What are schemeless URLs, why did we use them, and why are we getting rid of them? To understand schemeless URLs, you must first understand what the URL scheme is.
The scheme tells the browser how to download the asset the URL is pointing to. If the page has been loaded securely over SSL, then all assets on the page MUST be downloaded over SSL as well, otherwise the browser will load insecure assets during a secure browsing session. This is achieved by using the https scheme. Assets may be linked via https on a page downloaded during an insecure session, but not the other way around. Making sure that the links in a page match the state of the browsing session (secure or insecure) requires extra code on the web server generating the HTML, so many developers opt for schemeless URLs instead. With schemeless URLs the browser decides whether to use http or https to download assets based on the security of the browsing session.
That seemed like a good idea for us to offload that decision making to the browser. After all, the browser would know the security of the browsing session. Then came the headaches…
Schemeless URLs can cause stylesheets to be downloaded twice with Internet Explorer 7 and 8
Despite it being one of the most popular browsers world wide, I still get raised eyebrows when I tell some developers that MindTouch supports Internet Explorer 8. MindTouch takes IE8 compatibility seriously, therefore we were very intrigued when we discovered there was a quirk with IE7, IE8, and schemeless URLs. Both these browsers download stylesheets twice if linked by a schemeless URL, causing a performance hit when loading a MindTouch page. Steve Souders, web performance grandmaster at Google, explains it in this post.
Microsoft Outlook has no idea how to handle schemeless URLs and freezes up
MindTouch sends out page change notification, password change, and new user registration emails with the MindTouch site logo image embedded in the email HTML. Unfortunately, the logo image was also referenced as a schemeless URL. Because it sort of looks like the Universal Naming Convention network path (the \\ prefix), Outlook goes on an expedition to find the image and never recovers.
Some HTTP proxies treat schemeless URLs as relative paths
Both of the previous issues are moot if you can guarantee that your HTML will only be consumed by a modern web browser. However, the nail in the coffin for MindTouch’s use of schemeless URLs resulted from how some HTTP proxies out in the web are handling them. Our DevOps team alerted us to thousands of strange requests being sent to our cloud infrastructure, all of them resulting in a HTTP 404 NOT FOUND response.
Upon further investigation, we discovered that our schemeless CDN URLs were being treated as relative paths to the domain hosted by MindTouch. As a result, the CDN hostname was stuck in the middle of the request URL, pointing to an asset on MindTouch’s infrastructure that couldn’t possibly exist.

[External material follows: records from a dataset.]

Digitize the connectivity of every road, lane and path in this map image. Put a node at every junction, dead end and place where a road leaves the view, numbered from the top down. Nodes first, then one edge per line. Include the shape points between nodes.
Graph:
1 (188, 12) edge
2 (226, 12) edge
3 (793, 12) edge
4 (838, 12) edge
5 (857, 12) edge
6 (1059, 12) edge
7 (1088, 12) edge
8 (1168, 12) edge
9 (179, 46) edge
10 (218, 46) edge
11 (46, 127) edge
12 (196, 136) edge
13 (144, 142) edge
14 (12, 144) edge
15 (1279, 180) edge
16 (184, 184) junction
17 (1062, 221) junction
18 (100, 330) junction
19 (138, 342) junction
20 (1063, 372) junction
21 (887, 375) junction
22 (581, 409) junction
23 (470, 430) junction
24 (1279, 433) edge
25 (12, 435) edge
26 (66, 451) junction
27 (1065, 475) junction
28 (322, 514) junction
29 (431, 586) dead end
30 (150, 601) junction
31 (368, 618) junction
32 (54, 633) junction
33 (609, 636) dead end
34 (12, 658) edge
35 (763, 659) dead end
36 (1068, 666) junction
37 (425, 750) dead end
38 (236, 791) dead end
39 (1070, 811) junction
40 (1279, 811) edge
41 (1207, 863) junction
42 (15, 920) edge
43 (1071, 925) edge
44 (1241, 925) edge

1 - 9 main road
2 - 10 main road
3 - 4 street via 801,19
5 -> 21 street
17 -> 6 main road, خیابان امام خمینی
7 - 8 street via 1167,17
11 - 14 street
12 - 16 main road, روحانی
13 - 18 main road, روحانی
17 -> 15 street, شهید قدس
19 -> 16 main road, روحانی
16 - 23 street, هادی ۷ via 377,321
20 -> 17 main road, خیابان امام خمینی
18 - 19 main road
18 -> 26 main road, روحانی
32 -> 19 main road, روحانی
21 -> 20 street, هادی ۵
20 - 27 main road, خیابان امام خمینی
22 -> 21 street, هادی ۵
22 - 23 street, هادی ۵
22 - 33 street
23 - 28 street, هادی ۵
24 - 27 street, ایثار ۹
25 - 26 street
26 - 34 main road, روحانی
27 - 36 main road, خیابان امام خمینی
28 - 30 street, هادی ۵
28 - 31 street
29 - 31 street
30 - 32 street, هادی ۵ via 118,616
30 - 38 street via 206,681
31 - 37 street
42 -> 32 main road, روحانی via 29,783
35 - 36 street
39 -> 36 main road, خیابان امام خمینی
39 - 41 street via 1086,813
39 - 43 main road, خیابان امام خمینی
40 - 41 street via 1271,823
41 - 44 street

Who or what upstream from MindTouch could be doing this? The hypothesis here is that a HTTP proxy cache between the client and our infrastructure may be “cleaning up” what it perceives to be relative URL paths, and prepending them with the request hostname. There is no way to determine with absolute certainty if a visitor is intentionally or unintentionally coming through a proxy when visiting a website. However, its clear that the handling of the schemeless URL is inconsistent enough to make it a serious weakness in our application.
Sayonara to schemeless URLs.